A Medida Provisória 1.304, que trata da modernização do setor elétrico e mudanças no marco regulatório do petróleo no Brasil, foi aprovada pelo Congresso em 30 de outubro. As associações do setor de energia estão polarizadas, com algumas apoiando as novas diretrizes enquanto outras pedem a revogação de certos trechos que consideram prejudiciais aos consumidores e à indústria. O texto aguarda agora a sanção do presidente Luiz Inácio Lula da Silva.
Representantes de grandes consumidores de energia, como a Abrace Energia, argumentam que a MP cria novos subsídios e aumenta os encargos na conta de luz. Eles afirmam que algumas disposições transferem custos para os consumidores e podem resultar em um custo adicional de R$ 8 bilhões anuais. Em contrapartida, a Órigo Energia defende a MP, destacando sua importância para a estabilidade regulatória e expansão das energias renováveis no país.

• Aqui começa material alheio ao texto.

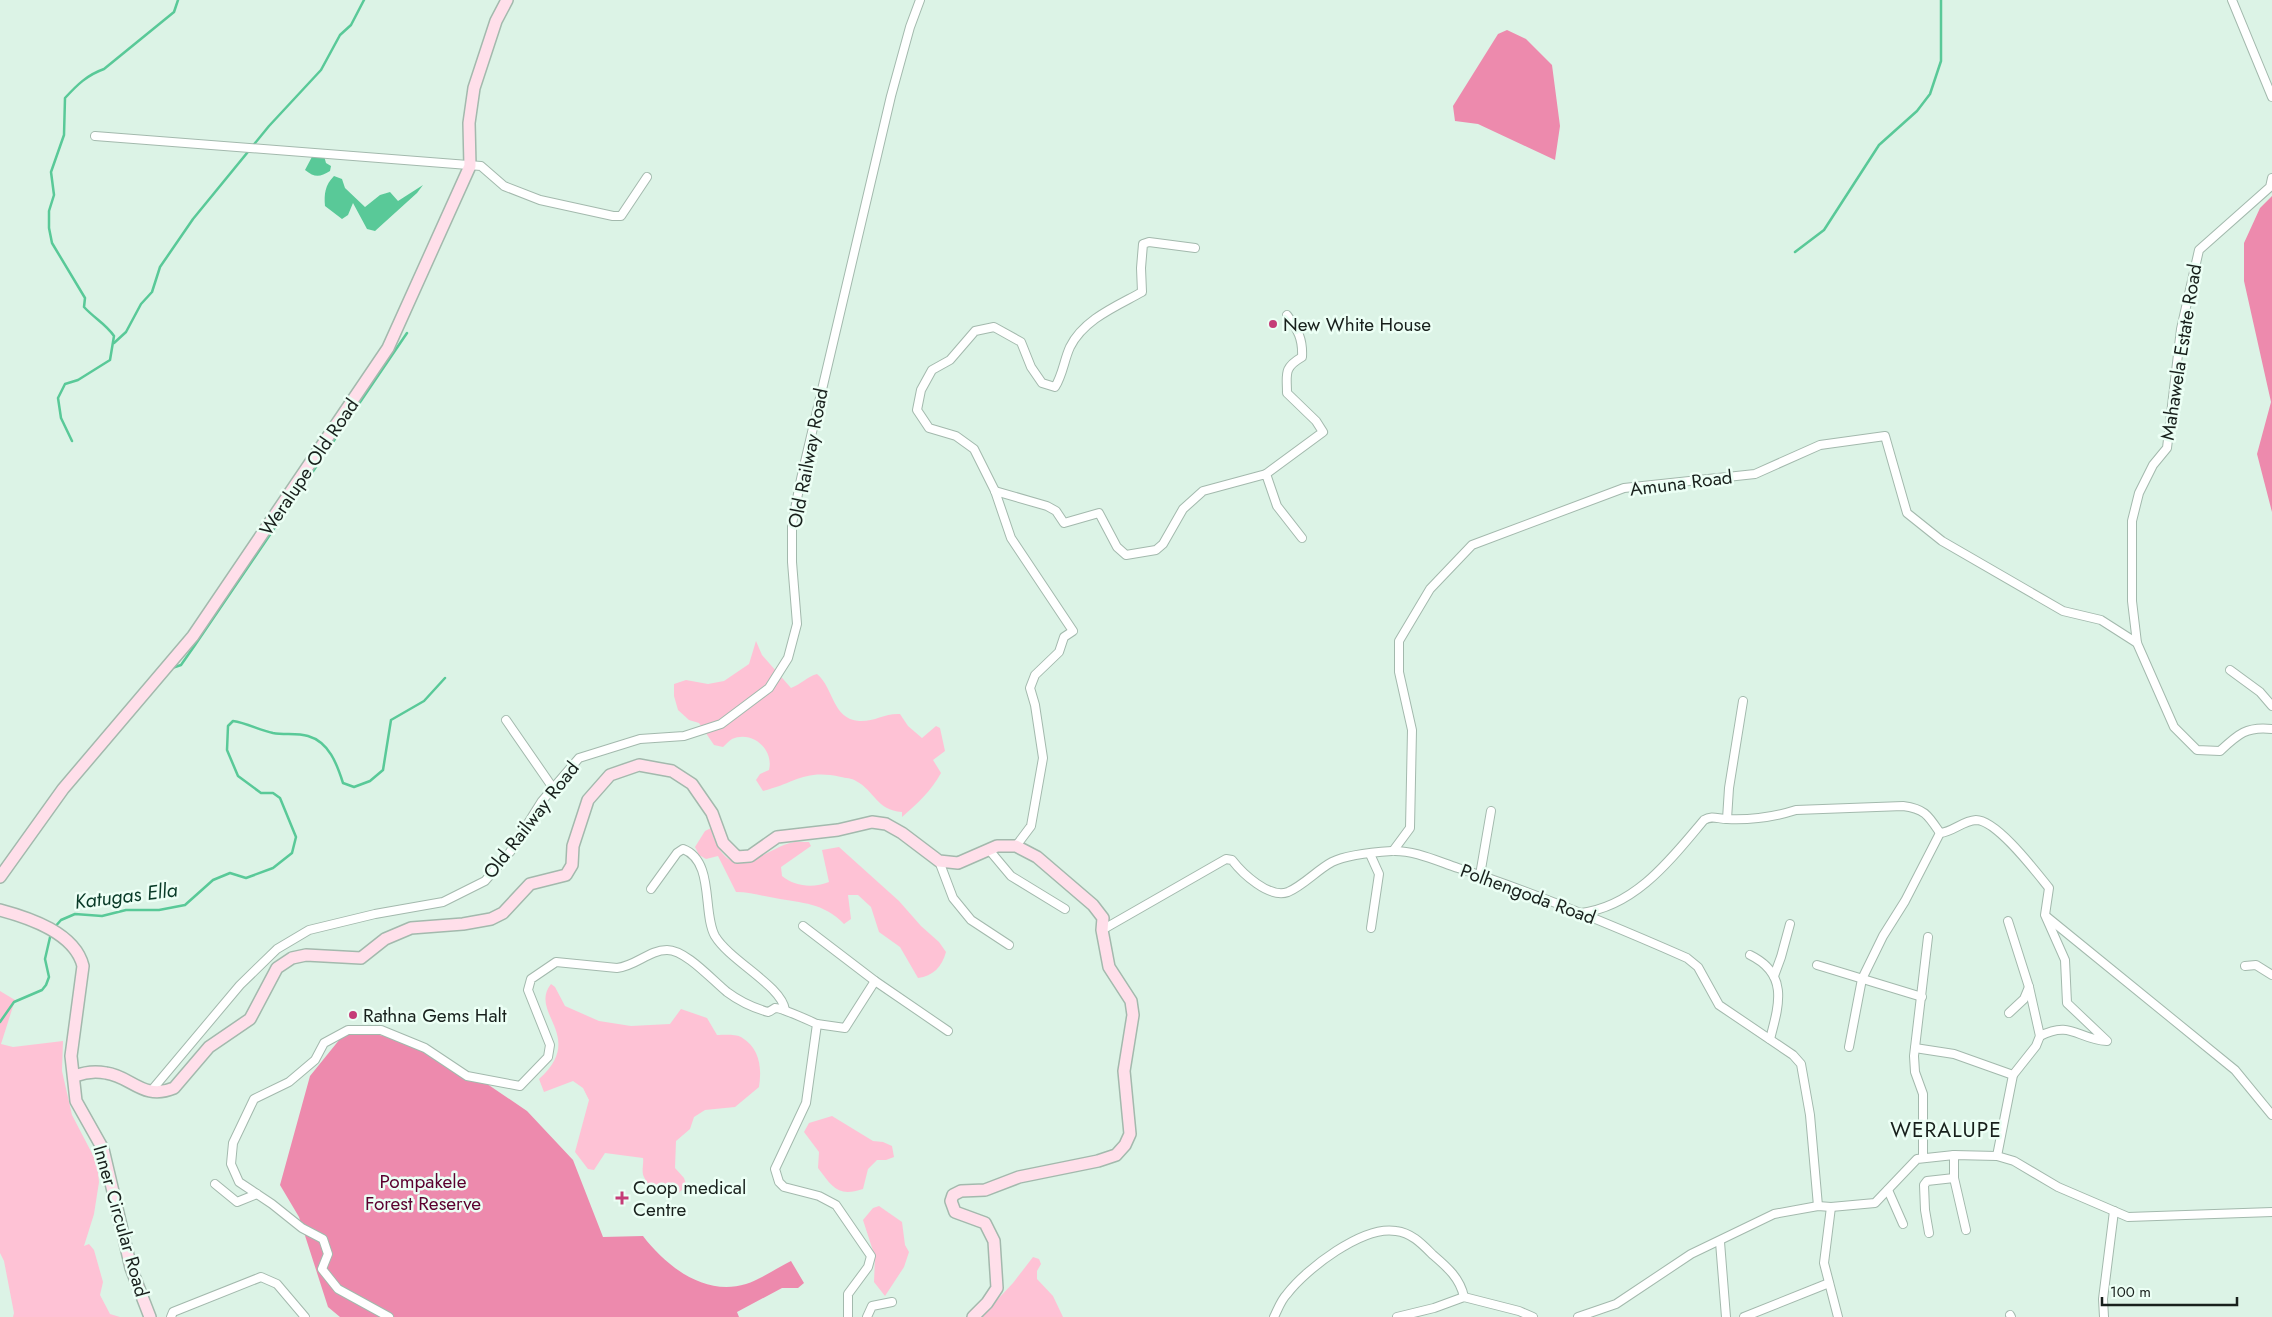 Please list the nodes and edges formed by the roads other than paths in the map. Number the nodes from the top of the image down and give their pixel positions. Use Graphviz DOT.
graph roads {
  1 [pos="507,0"];
  2 [pos="920,0"];
  3 [pos="2232,0"];
  4 [pos="2272,97"];
  5 [pos="95,136"];
  6 [pos="470,166"];
  7 [pos="647,177"];
  8 [pos="2272,178"];
  9 [pos="1195,248"];
  10 [pos="1287,315"];
  11 [pos="1266,474"];
  12 [pos="995,491"];
  13 [pos="1302,538"];
  14 [pos="2137,643"];
  15 [pos="2230,670"];
  16 [pos="1743,701"];
  17 [pos="2272,706"];
  18 [pos="506,720"];
  19 [pos="2272,729"];
  20 [pos="553,788"];
  21 [pos="1491,811"];
  22 [pos="1727,819"];
  23 [pos="1940,833"];
  24 [pos="1016,846"];
  25 [pos="990,851"];
  26 [pos="1393,851"];
  27 [pos="1370,854"];
  28 [pos="940,861"];
  29 [pos="1480,875"];
  30 [pos="0,877"];
  31 [pos="651,889"];
  32 [pos="1066,909"];
  33 [pos="0,910"];
  34 [pos="1577,913"];
  35 [pos="2045,915"];
  36 [pos="2008,921"];
  37 [pos="1790,924"];
  38 [pos="804,926"];
  39 [pos="1371,928"];
  40 [pos="1102,930"];
  41 [pos="1928,937"];
  42 [pos="1009,945"];
  43 [pos="1750,955"];
  44 [pos="1817,965"];
  45 [pos="2245,966"];
  46 [pos="2272,975"];
  47 [pos="1774,976"];
  48 [pos="1862,979"];
  49 [pos="875,981"];
  50 [pos="2029,987"];
  51 [pos="1922,998"];
  52 [pos="785,1010"];
  53 [pos="2009,1013"];
  54 [pos="817,1024"];
  55 [pos="948,1031"];
  56 [pos="2040,1036"];
  57 [pos="1770,1039"];
  58 [pos="1849,1047"];
  59 [pos="1915,1048"];
  60 [pos="75,1076"];
  61 [pos="2013,1076"];
  62 [pos="151,1091"];
  63 [pos="2272,1115"];
  64 [pos="1954,1155"];
  65 [pos="1997,1156"];
  66 [pos="1923,1158"];
  67 [pos="1954,1178"];
  68 [pos="215,1184"];
  69 [pos="1888,1190"];
  70 [pos="257,1194"];
  71 [pos="1818,1206"];
  72 [pos="1831,1208"];
  73 [pos="2114,1211"];
  74 [pos="2272,1212"];
  75 [pos="1903,1224"];
  76 [pos="1966,1230"];
  77 [pos="1929,1233"];
  78 [pos="1720,1242"];
  79 [pos="1829,1283"];
  80 [pos="1464,1297"];
  81 [pos="892,1302"];
  82 [pos="150,1317"];
  83 [pos="171,1317"];
  84 [pos="305,1317"];
  85 [pos="389,1317"];
  86 [pos="848,1317"];
  87 [pos="866,1317"];
  88 [pos="973,1317"];
  89 [pos="1274,1317"];
  90 [pos="1397,1317"];
  91 [pos="1533,1317"];
  92 [pos="1578,1317"];
  93 [pos="1726,1317"];
  94 [pos="1744,1317"];
  95 [pos="1838,1317"];
  96 [pos="2104,1317"];
  1 -- 6 [label="street, Weralupe Old Road"];
  2 -- 20 [label="street, Old Railway Road"];
  3 -- 4 [label="street"];
  5 -- 6 [label="street"];
  6 -- 7 [label="street"];
  6 -- 30 [label="street, Weralupe Old Road"];
  8 -- 14 [label="street, Mahawela Estate Road"];
  9 -- 12 [label="street"];
  10 -- 11 [label="street"];
  11 -- 12 [label="street"];
  11 -- 13 [label="street"];
  12 -- 24 [label="street"];
  14 -- 19 [label="street, Mahawela Estate Road"];
  14 -- 26 [label="street, Amuna Road"];
  15 -- 17 [label="street"];
  16 -- 22 [label="street"];
  18 -- 20 [label="street"];
  20 -- 62 [label="street, Old Railway Road"];
  21 -- 29 [label="street"];
  22 -- 23 [label="street"];
  22 -- 34 [label="street"];
  23 -- 35 [label="street"];
  23 -- 48 [label="street"];
  24 -- 25 [label="street"];
  24 -- 40 [label="street"];
  25 -- 28 [label="street"];
  25 -- 32 [label="street"];
  26 -- 27 [label="street, Polhengoda Road"];
  26 -- 29 [label="street, Polhengoda Road"];
  27 -- 39 [label="street"];
  27 -- 40 [label="street, Polhengoda Road"];
  28 -- 42 [label="street"];
  28 -- 62 [label="street"];
  29 -- 34 [label="street, Polhengoda Road"];
  31 -- 52 [label="street"];
  33 -- 60 [label="street, Inner Circular Road"];
  34 -- 57 [label="street, Polhengoda Road"];
  35 -- 56 [label="street"];
  35 -- 63 [label="street"];
  36 -- 50 [label="street"];
  37 -- 47 [label="street"];
  38 -- 49 [label="street"];
  40 -- 88 [label="street"];
  41 -- 51 [label="street"];
  43 -- 47 [label="street"];
  44 -- 48 [label="street"];
  45 -- 46 [label="street"];
  47 -- 57 [label="street"];
  48 -- 51 [label="street"];
  48 -- 58 [label="street"];
  49 -- 54 [label="street"];
  49 -- 55 [label="street"];
  50 -- 53 [label="street"];
  50 -- 56 [label="street"];
  51 -- 59 [label="street"];
  52 -- 54 [label="street"];
  52 -- 70 [label="street"];
  54 -- 86 [label="street"];
  56 -- 61 [label="street"];
  57 -- 71 [label="street, Polhengoda Road"];
  59 -- 61 [label="street"];
  59 -- 66 [label="street"];
  60 -- 62 [label="street"];
  60 -- 82 [label="street, Inner Circular Road"];
  61 -- 65 [label="street"];
  64 -- 65 [label="street"];
  64 -- 66 [label="street"];
  64 -- 67 [label="street"];
  65 -- 73 [label="street"];
  66 -- 69 [label="street"];
  67 -- 76 [label="street"];
  67 -- 77 [label="street"];
  68 -- 70 [label="street"];
  69 -- 72 [label="street"];
  69 -- 75 [label="street"];
  70 -- 85 [label="street"];
  71 -- 72 [label="street"];
  71 -- 78 [label="street"];
  72 -- 79 [label="street"];
  73 -- 74 [label="street"];
  73 -- 96 [label="street"];
  78 -- 92 [label="street"];
  78 -- 93 [label="street"];
  79 -- 94 [label="street"];
  79 -- 95 [label="street"];
  80 -- 89 [label="street"];
  80 -- 90 [label="street"];
  80 -- 91 [label="street"];
  81 -- 87 [label="street"];
  83 -- 84 [label="street"];
}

O impacto da sanção da MP poderá ser significativo, alterando a dinâmica de investimentos no setor energético e influenciando as tarifas pagas pelos consumidores. Enquanto os defensores veem a medida como um passo em direção à modernização e segurança jurídica, os críticos alertam para os riscos de aumentar a carga tarifária e criar distorções no mercado. O futuro do setor energético brasileiro dependerá das decisões que o governo tomará em relação aos apelos por ajustes na legislação.